Ziel des Projektes ist es, herauszufinden, welchen Einfluss eigene Erfahrungen und persönliche Hintergründe auf die Interpretation und das Verständnis von geschichtlichen Quellen haben. Dafür nutzt sie verschiedene Textquellen, die die teilnehmenden Bürgerinnen und Bürger interpretieren sollen.

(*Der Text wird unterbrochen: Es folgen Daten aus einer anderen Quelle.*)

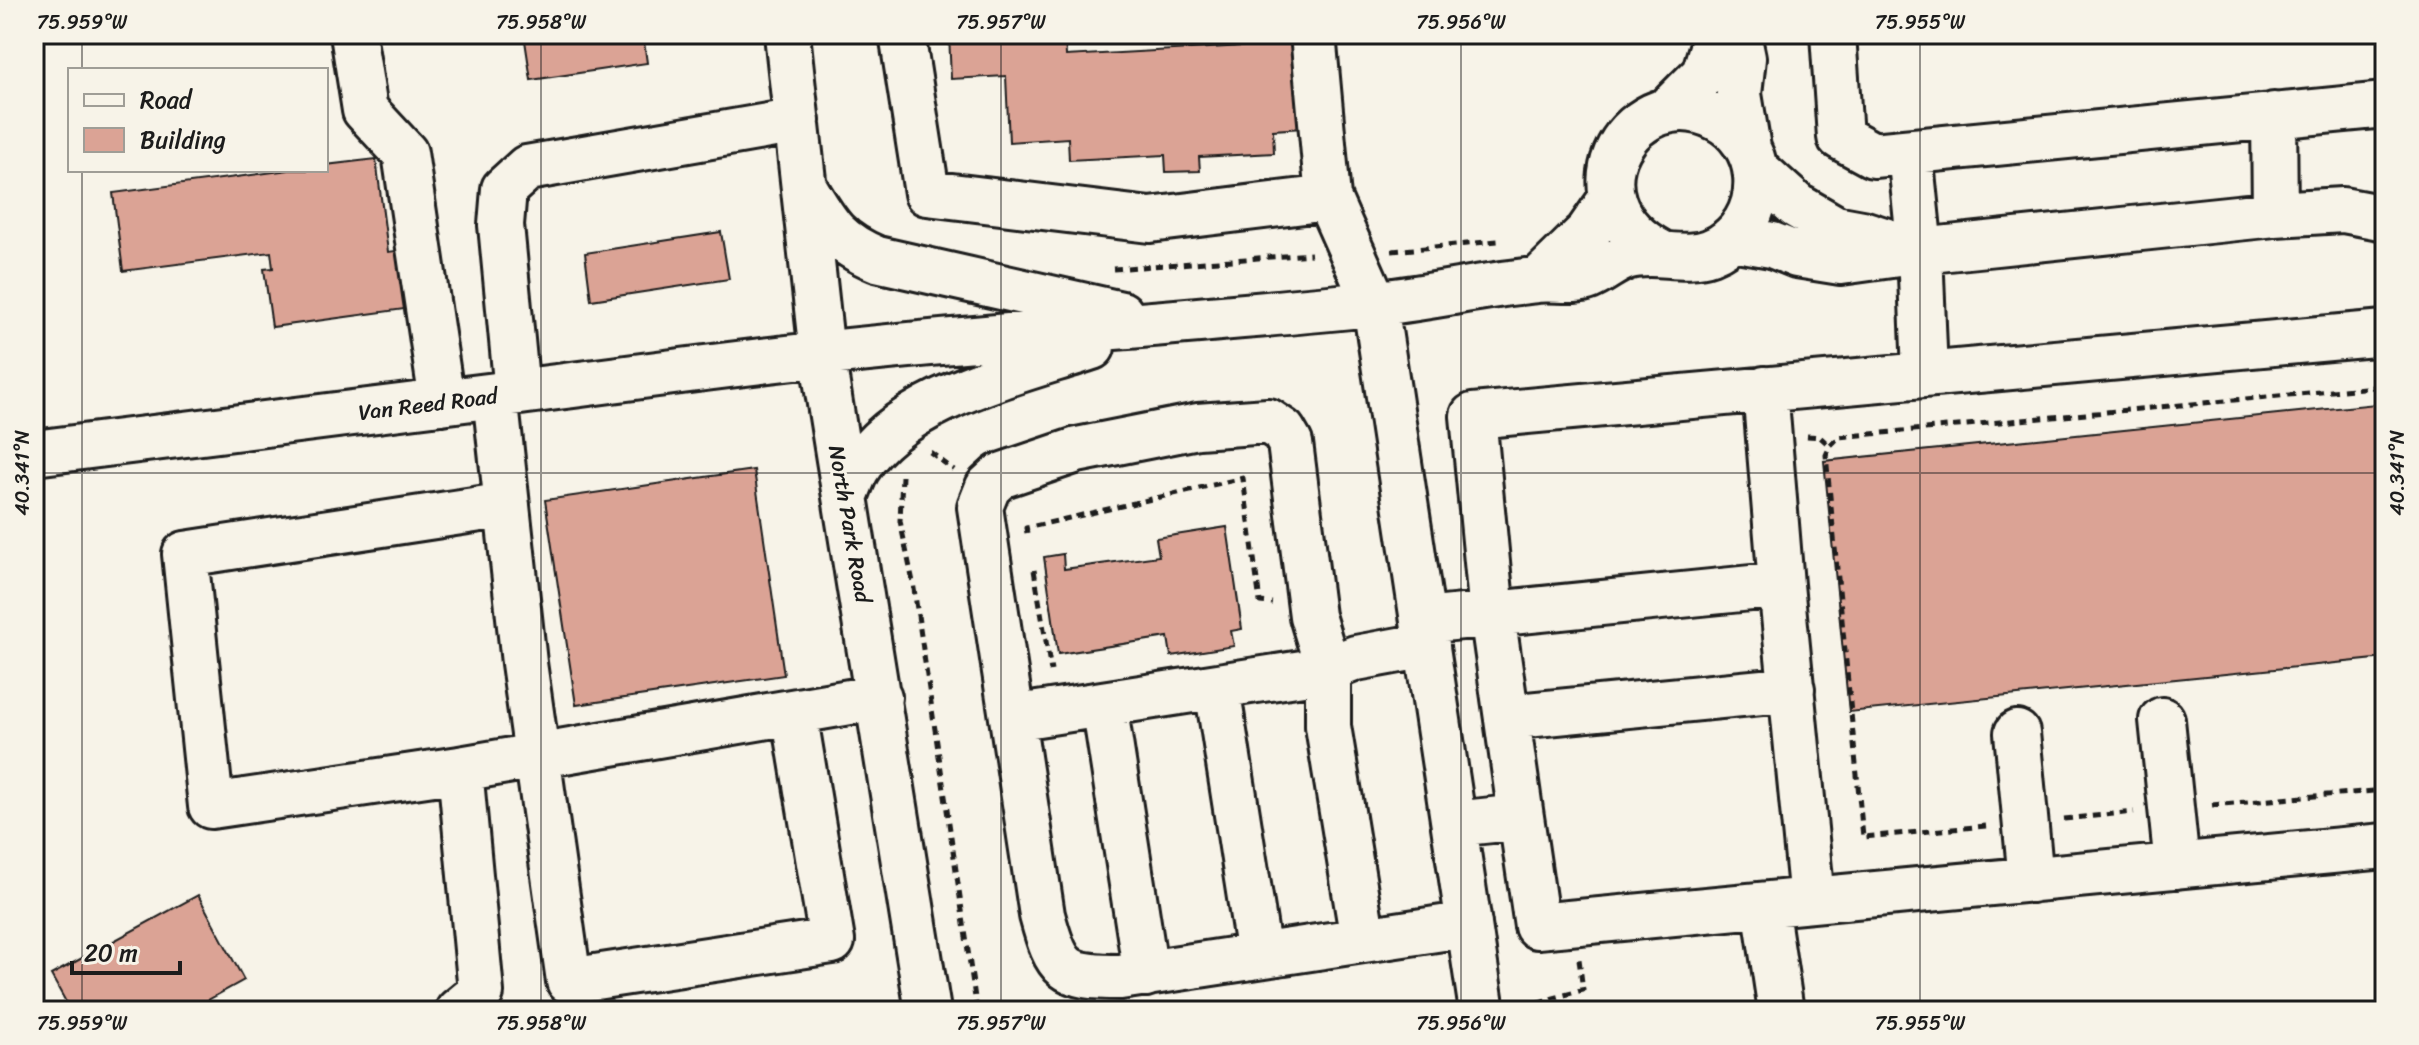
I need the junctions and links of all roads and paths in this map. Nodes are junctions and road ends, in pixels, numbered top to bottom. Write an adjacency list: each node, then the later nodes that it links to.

Diese Quellen, etwa ein Protestbrief ehemaliger Bewohnerinnen und Bewohner der Asylunterkunft und ein Lokalzeitungsartikel, werden in den historischen Kontext der Asylunterkunft eingeordnet, damit die Teilnehmerinnen und Teilnehmer des Projektes erfahren, zu welcher Zeit und unter welchen Umständen die Texte entstanden.
Zur Interpretation der Quellen geben Henkel und ihr Team den Beteiligten einige Fragen an die Hand, die zum Nachdenken über die Inhalte anregen. In gemeinsamen Workshops soll anhand der Fragen ein Austausch entstehen.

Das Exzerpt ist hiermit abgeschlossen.